Start of Block

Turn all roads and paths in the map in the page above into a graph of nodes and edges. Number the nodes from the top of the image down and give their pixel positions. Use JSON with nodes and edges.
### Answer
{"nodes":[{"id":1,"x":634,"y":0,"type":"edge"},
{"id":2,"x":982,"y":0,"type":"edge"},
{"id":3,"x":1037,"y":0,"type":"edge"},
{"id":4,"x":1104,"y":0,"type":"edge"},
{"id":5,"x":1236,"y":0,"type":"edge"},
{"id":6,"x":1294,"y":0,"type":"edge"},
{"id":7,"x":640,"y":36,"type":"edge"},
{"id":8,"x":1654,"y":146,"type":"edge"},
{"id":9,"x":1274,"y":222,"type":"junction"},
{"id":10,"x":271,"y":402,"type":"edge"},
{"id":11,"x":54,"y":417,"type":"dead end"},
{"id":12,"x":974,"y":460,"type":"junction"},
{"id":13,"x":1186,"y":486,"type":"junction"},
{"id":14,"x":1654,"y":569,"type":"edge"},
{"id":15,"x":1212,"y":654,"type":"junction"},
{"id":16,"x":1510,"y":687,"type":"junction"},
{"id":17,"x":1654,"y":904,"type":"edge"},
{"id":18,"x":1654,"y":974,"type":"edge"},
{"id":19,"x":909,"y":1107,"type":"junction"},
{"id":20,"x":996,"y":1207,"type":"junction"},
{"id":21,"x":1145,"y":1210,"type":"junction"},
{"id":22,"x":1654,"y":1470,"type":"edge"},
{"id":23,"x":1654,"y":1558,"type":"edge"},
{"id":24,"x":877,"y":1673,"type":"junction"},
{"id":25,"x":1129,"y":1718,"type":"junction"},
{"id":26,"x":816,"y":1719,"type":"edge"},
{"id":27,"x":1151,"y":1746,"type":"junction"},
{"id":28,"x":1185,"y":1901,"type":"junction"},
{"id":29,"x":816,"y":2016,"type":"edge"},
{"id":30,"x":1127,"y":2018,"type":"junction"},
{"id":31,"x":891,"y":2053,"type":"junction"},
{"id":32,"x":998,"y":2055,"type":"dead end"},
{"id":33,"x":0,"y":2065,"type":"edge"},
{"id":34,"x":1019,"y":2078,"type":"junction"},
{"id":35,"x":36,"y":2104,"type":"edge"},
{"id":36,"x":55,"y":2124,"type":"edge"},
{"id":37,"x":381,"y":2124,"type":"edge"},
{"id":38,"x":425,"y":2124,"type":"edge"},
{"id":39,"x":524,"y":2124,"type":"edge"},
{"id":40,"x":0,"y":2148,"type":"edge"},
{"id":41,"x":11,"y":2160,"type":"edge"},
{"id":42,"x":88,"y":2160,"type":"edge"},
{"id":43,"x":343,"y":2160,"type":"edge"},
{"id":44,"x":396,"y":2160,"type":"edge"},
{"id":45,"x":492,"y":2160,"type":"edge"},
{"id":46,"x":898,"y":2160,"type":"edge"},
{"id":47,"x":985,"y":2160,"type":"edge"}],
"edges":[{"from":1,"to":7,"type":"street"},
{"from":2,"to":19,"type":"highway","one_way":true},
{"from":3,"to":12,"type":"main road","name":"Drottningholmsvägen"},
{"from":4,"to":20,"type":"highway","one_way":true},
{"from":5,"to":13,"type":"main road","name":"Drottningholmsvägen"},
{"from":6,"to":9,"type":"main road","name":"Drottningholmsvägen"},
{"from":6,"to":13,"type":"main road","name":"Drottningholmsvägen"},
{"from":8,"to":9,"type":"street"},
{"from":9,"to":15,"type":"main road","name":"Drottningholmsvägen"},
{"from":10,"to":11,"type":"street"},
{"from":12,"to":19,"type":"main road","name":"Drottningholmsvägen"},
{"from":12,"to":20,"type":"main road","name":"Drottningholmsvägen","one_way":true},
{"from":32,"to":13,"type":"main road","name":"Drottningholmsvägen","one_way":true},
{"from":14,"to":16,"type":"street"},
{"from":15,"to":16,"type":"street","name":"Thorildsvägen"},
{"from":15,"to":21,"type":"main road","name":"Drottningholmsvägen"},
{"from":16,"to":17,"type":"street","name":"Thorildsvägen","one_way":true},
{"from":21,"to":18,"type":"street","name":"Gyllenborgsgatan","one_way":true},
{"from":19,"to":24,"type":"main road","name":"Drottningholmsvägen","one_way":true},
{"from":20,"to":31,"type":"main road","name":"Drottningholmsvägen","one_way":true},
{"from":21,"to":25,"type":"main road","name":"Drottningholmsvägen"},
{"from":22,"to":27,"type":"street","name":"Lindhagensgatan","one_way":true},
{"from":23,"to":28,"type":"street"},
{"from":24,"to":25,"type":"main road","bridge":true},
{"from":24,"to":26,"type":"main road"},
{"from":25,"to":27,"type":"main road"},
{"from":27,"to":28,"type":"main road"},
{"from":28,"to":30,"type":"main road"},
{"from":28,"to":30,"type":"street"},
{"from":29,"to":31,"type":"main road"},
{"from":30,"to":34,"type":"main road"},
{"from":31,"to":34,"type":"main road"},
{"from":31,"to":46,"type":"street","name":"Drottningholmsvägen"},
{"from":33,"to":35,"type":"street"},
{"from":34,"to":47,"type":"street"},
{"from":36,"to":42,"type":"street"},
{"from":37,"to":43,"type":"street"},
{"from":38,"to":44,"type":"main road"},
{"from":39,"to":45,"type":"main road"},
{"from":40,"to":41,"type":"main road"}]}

End of Block

== EXERCISE GOAL ==
From the first line to the last, copy every record exactly.

== ANSWER SPACE ==
Turn all roads and paths in the map in the page above into a graph of nodes and edges. Number the nodes from the top of the image down and give their pixel positions. Use JSON with nodes and edges.
### Answer
{"nodes":[{"id":1,"x":634,"y":0,"type":"edge"},
{"id":2,"x":982,"y":0,"type":"edge"},
{"id":3,"x":1037,"y":0,"type":"edge"},
{"id":4,"x":1104,"y":0,"type":"edge"},
{"id":5,"x":1236,"y":0,"type":"edge"},
{"id":6,"x":1294,"y":0,"type":"edge"},
{"id":7,"x":640,"y":36,"type":"edge"},
{"id":8,"x":1654,"y":146,"type":"edge"},
{"id":9,"x":1274,"y":222,"type":"junction"},
{"id":10,"x":271,"y":402,"type":"edge"},
{"id":11,"x":54,"y":417,"type":"dead end"},
{"id":12,"x":974,"y":460,"type":"junction"},
{"id":13,"x":1186,"y":486,"type":"junction"},
{"id":14,"x":1654,"y":569,"type":"edge"},
{"id":15,"x":1212,"y":654,"type":"junction"},
{"id":16,"x":1510,"y":687,"type":"junction"},
{"id":17,"x":1654,"y":904,"type":"edge"},
{"id":18,"x":1654,"y":974,"type":"edge"},
{"id":19,"x":909,"y":1107,"type":"junction"},
{"id":20,"x":996,"y":1207,"type":"junction"},
{"id":21,"x":1145,"y":1210,"type":"junction"},
{"id":22,"x":1654,"y":1470,"type":"edge"},
{"id":23,"x":1654,"y":1558,"type":"edge"},
{"id":24,"x":877,"y":1673,"type":"junction"},
{"id":25,"x":1129,"y":1718,"type":"junction"},
{"id":26,"x":816,"y":1719,"type":"edge"},
{"id":27,"x":1151,"y":1746,"type":"junction"},
{"id":28,"x":1185,"y":1901,"type":"junction"},
{"id":29,"x":816,"y":2016,"type":"edge"},
{"id":30,"x":1127,"y":2018,"type":"junction"},
{"id":31,"x":891,"y":2053,"type":"junction"},
{"id":32,"x":998,"y":2055,"type":"dead end"},
{"id":33,"x":0,"y":2065,"type":"edge"},
{"id":34,"x":1019,"y":2078,"type":"junction"},
{"id":35,"x":36,"y":2104,"type":"edge"},
{"id":36,"x":55,"y":2124,"type":"edge"},
{"id":37,"x":381,"y":2124,"type":"edge"},
{"id":38,"x":425,"y":2124,"type":"edge"},
{"id":39,"x":524,"y":2124,"type":"edge"},
{"id":40,"x":0,"y":2148,"type":"edge"},
{"id":41,"x":11,"y":2160,"type":"edge"},
{"id":42,"x":88,"y":2160,"type":"edge"},
{"id":43,"x":343,"y":2160,"type":"edge"},
{"id":44,"x":396,"y":2160,"type":"edge"},
{"id":45,"x":492,"y":2160,"type":"edge"},
{"id":46,"x":898,"y":2160,"type":"edge"},
{"id":47,"x":985,"y":2160,"type":"edge"}],
"edges":[{"from":1,"to":7,"type":"street"},
{"from":2,"to":19,"type":"highway","one_way":true},
{"from":3,"to":12,"type":"main road","name":"Drottningholmsvägen"},
{"from":4,"to":20,"type":"highway","one_way":true},
{"from":5,"to":13,"type":"main road","name":"Drottningholmsvägen"},
{"from":6,"to":9,"type":"main road","name":"Drottningholmsvägen"},
{"from":6,"to":13,"type":"main road","name":"Drottningholmsvägen"},
{"from":8,"to":9,"type":"street"},
{"from":9,"to":15,"type":"main road","name":"Drottningholmsvägen"},
{"from":10,"to":11,"type":"street"},
{"from":12,"to":19,"type":"main road","name":"Drottningholmsvägen"},
{"from":12,"to":20,"type":"main road","name":"Drottningholmsvägen","one_way":true},
{"from":32,"to":13,"type":"main road","name":"Drottningholmsvägen","one_way":true},
{"from":14,"to":16,"type":"street"},
{"from":15,"to":16,"type":"street","name":"Thorildsvägen"},
{"from":15,"to":21,"type":"main road","name":"Drottningholmsvägen"},
{"from":16,"to":17,"type":"street","name":"Thorildsvägen","one_way":true},
{"from":21,"to":18,"type":"street","name":"Gyllenborgsgatan","one_way":true},
{"from":19,"to":24,"type":"main road","name":"Drottningholmsvägen","one_way":true},
{"from":20,"to":31,"type":"main road","name":"Drottningholmsvägen","one_way":true},
{"from":21,"to":25,"type":"main road","name":"Drottningholmsvägen"},
{"from":22,"to":27,"type":"street","name":"Lindhagensgatan","one_way":true},
{"from":23,"to":28,"type":"street"},
{"from":24,"to":25,"type":"main road","bridge":true},
{"from":24,"to":26,"type":"main road"},
{"from":25,"to":27,"type":"main road"},
{"from":27,"to":28,"type":"main road"},
{"from":28,"to":30,"type":"main road"},
{"from":28,"to":30,"type":"street"},
{"from":29,"to":31,"type":"main road"},
{"from":30,"to":34,"type":"main road"},
{"from":31,"to":34,"type":"main road"},
{"from":31,"to":46,"type":"street","name":"Drottningholmsvägen"},
{"from":33,"to":35,"type":"street"},
{"from":34,"to":47,"type":"street"},
{"from":36,"to":42,"type":"street"},
{"from":37,"to":43,"type":"street"},
{"from":38,"to":44,"type":"main road"},
{"from":39,"to":45,"type":"main road"},
{"from":40,"to":41,"type":"main road"}]}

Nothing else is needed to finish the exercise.